Tembok bangunan itu bercat putih, sarat ornamen propel. Sayang, sebagian dindingnya sudah berlumut. Tak banyak orang yang tahu bahwa gedung ini pernah menjadi symbol kejayaan transportasi di masa Kolonial Belanda, Yakni sebagai Kantor Biro Semarang-Cheribon Stoomtram Matschappij (SCS), di bawah perusahaan Nederland Indice Sporing (NIS) .

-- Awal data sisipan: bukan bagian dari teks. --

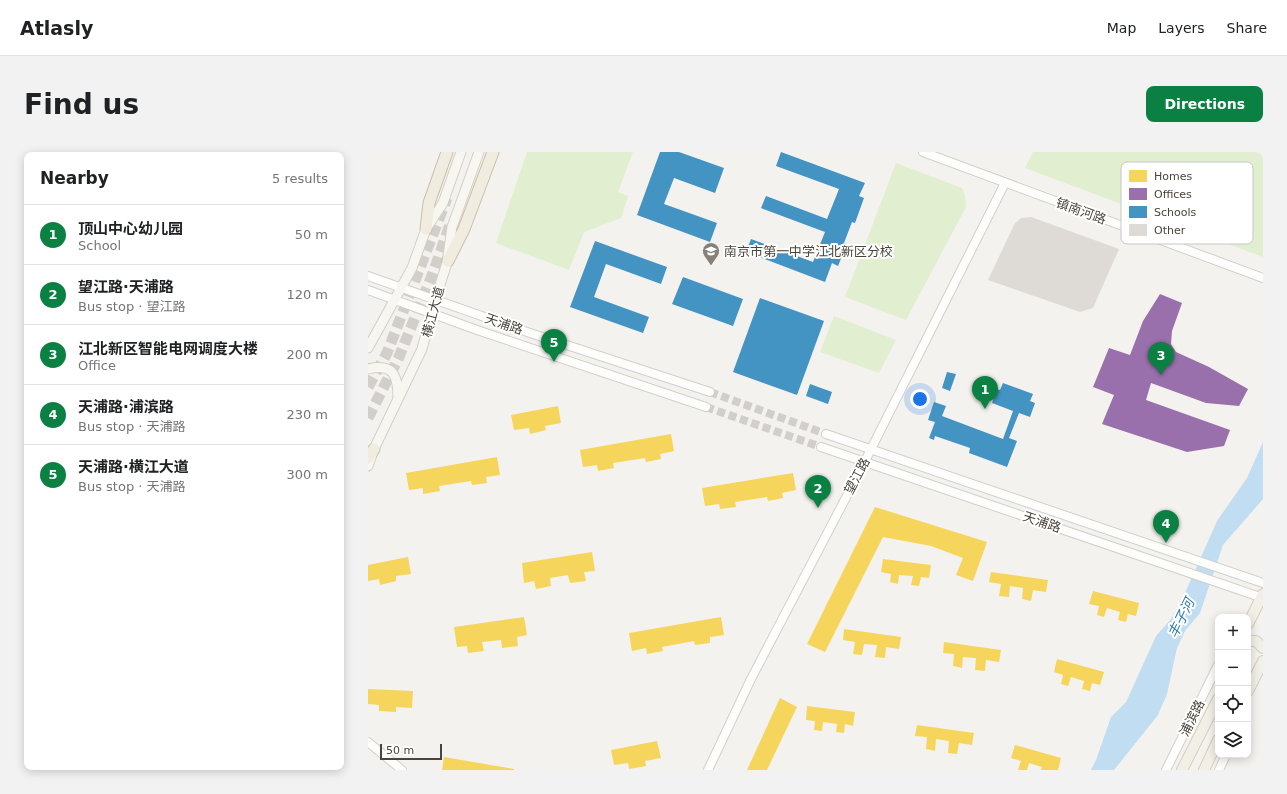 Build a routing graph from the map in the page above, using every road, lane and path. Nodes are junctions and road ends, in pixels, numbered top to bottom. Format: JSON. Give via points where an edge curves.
{"nodes":[{"id":1,"x":447,"y":152,"type":"edge"},
{"id":2,"x":461,"y":152,"type":"edge"},
{"id":3,"x":479,"y":152,"type":"edge"},
{"id":4,"x":493,"y":152,"type":"edge"},
{"id":5,"x":922,"y":152,"type":"edge"},
{"id":6,"x":1005,"y":183,"type":"junction"},
{"id":7,"x":1121,"y":226,"type":"edge"},
{"id":8,"x":426,"y":229,"type":"junction"},
{"id":9,"x":1171,"y":244,"type":"edge"},
{"id":10,"x":448,"y":261,"type":"junction"},
{"id":11,"x":368,"y":276,"type":"edge"},
{"id":12,"x":1263,"y":278,"type":"edge"},
{"id":13,"x":401,"y":287,"type":"junction"},
{"id":14,"x":368,"y":290,"type":"edge"},
{"id":15,"x":435,"y":300,"type":"junction"},
{"id":16,"x":394,"y":301,"type":"junction"},
{"id":17,"x":432,"y":314,"type":"junction"},
{"id":18,"x":368,"y":348,"type":"edge"},
{"id":19,"x":368,"y":369,"type":"edge"},
{"id":20,"x":710,"y":392,"type":"tunnel mouth"},
{"id":21,"x":398,"y":401,"type":"junction"},
{"id":22,"x":706,"y":407,"type":"tunnel mouth"},
{"id":23,"x":826,"y":434,"type":"tunnel mouth"},
{"id":24,"x":821,"y":447,"type":"tunnel mouth"},
{"id":25,"x":871,"y":449,"type":"junction"},
{"id":26,"x":371,"y":454,"type":"edge"},
{"id":27,"x":864,"y":462,"type":"junction"},
{"id":28,"x":368,"y":466,"type":"edge"},
{"id":29,"x":1263,"y":583,"type":"edge"},
{"id":30,"x":1262,"y":597,"type":"edge"},
{"id":31,"x":1251,"y":618,"type":"edge"},
{"id":32,"x":1251,"y":641,"type":"edge"},
{"id":33,"x":1263,"y":648,"type":"edge"},
{"id":34,"x":1263,"y":661,"type":"edge"},
{"id":35,"x":1215,"y":671,"type":"edge"},
{"id":36,"x":1250,"y":686,"type":"edge"},
{"id":37,"x":1215,"y":705,"type":"edge"},
{"id":38,"x":368,"y":742,"type":"edge"},
{"id":39,"x":1215,"y":746,"type":"edge"},
{"id":40,"x":1225,"y":758,"type":"edge"},
{"id":41,"x":402,"y":770,"type":"edge"},
{"id":42,"x":708,"y":770,"type":"edge"},
{"id":43,"x":1166,"y":770,"type":"edge"},
{"id":44,"x":1182,"y":770,"type":"edge"},
{"id":45,"x":1204,"y":770,"type":"edge"},
{"id":46,"x":1219,"y":770,"type":"edge"}],
"edges":[{"from":1,"to":8,"type":"highway","via":[[429,203]]},
{"from":2,"to":8,"type":"main road","via":[[443,203]]},
{"from":3,"to":10,"type":"main road","name":"横江大道","via":[[452,227]]},
{"from":4,"to":10,"type":"highway","via":[[464,230]]},
{"from":5,"to":6,"type":"street","name":"镇南河路"},
{"from":6,"to":7,"type":"street","name":"镇南河路"},
{"from":6,"to":25,"type":"street","name":"望江路"},
{"from":8,"to":13,"type":"main road","via":[[412,268]]},
{"from":9,"to":12,"type":"street","name":"镇南河路"},
{"from":10,"to":15,"type":"main road","name":"横江大道"},
{"from":11,"to":13,"type":"street","name":"天浦路"},
{"from":13,"to":15,"type":"street","name":"天浦路"},
{"from":13,"to":16,"type":"main road"},
{"from":14,"to":16,"type":"street","name":"天浦路"},
{"from":15,"to":17,"type":"main road","name":"横江大道"},
{"from":15,"to":20,"type":"street","name":"天浦路"},
{"from":16,"to":17,"type":"street","name":"天浦路"},
{"from":16,"to":18,"type":"main road"},
{"from":17,"to":21,"type":"main road","name":"横江大道","via":[[422,349]]},
{"from":17,"to":22,"type":"street","name":"天浦路"},
{"from":19,"to":21,"type":"main road","via":[[378,366],[387,368],[395,374]]},
{"from":21,"to":26,"type":"main road","name":"横江大道"},
{"from":23,"to":25,"type":"street","name":"天浦路"},
{"from":24,"to":27,"type":"street","name":"天浦路"},
{"from":25,"to":27,"type":"street","name":"望江路"},
{"from":25,"to":29,"type":"street","name":"天浦路"},
{"from":26,"to":28,"type":"main road","name":"横江大道"},
{"from":27,"to":30,"type":"street","name":"天浦路"},
{"from":27,"to":42,"type":"street","name":"望江路","via":[[789,604]]},
{"from":30,"to":31,"type":"main road"},
{"from":32,"to":33,"type":"main road","via":[[1256,641]]},
{"from":34,"to":36,"type":"main road"},
{"from":35,"to":43,"type":"street","name":"浦滨路"},
{"from":37,"to":44,"type":"main road","name":"浦滨路"},
{"from":38,"to":41,"type":"street"},
{"from":39,"to":45,"type":"main road"},
{"from":40,"to":46,"type":"street"}]}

Di bawah bangunan ini ada bungker yang menyerupai lorong panjang, tapi di dalamnya ada sel yang menyatu dengan fondasi bangunan. Saat musim hujan, bungker itu penuh air dengan kedalaman sekitar 50 cm. Setiap lorong bungker disekat-sekat dengan teralis seukuran manusia berdiri dengan arah saling berhadapan. Konon lorong itu tembus sampai Pelabuhan Tegalsari, sebuah pelabuhan tua di utara Kota Tegal.

Konon, gedung ini merupakan bangunan termegah kedua setelah Lawang Sewu atau kantor NIS Semarang.” Kata Wijanarto, peneliti sejarah Kota Pantai Utara. Menurut dia, gedung ini dibangun pada 1911 dan diresmikan pada 1913. Perancangnya adalah arsitek andal, Henri Maclaine pont, yang juga menantu Ir. J. Th Gerlings, Direktur SCS di Deen Haag. Sebelumnya, dia berhasil membangun Stasiun Tegal pada 1897.

Pembangunannya dilakukan oleh Europrrsche Architektuur in Indie, arsitek Eropa di negeri jajahan. Konsepnya adalah merespon lintasan matahari tropis dengan pola massa bangunan yang memanjang dari timur ke barat. “ dengan begitu, fasad sisi utara dan selatan kaya artikulasi arsitektural untuk menangkap cahaya dan ventilasi,”kata Wijanarto. Kontrak pembangunannya ditandatangani pada 1 November 1910 di Amsterdam untuk masa 3 tahun, oleh SCS, anak perusahaan NIS, yang memegang sonsesi pengelolaan jalar kereta api Anyer-Surabaya.

Pada masa pendudukan Jepang, gedung ini diambil alih oleh Jepang dan digunakan untuk kantor Gunseikan atau kantor militer Jepang. Hal itu bisa dipahami karena didekat gedung ini ada Hotel Stoork untuk gudang senjata. “untuk mempermudah pengawasan senjata di Hotel Stoork,” ujar Wijanarto.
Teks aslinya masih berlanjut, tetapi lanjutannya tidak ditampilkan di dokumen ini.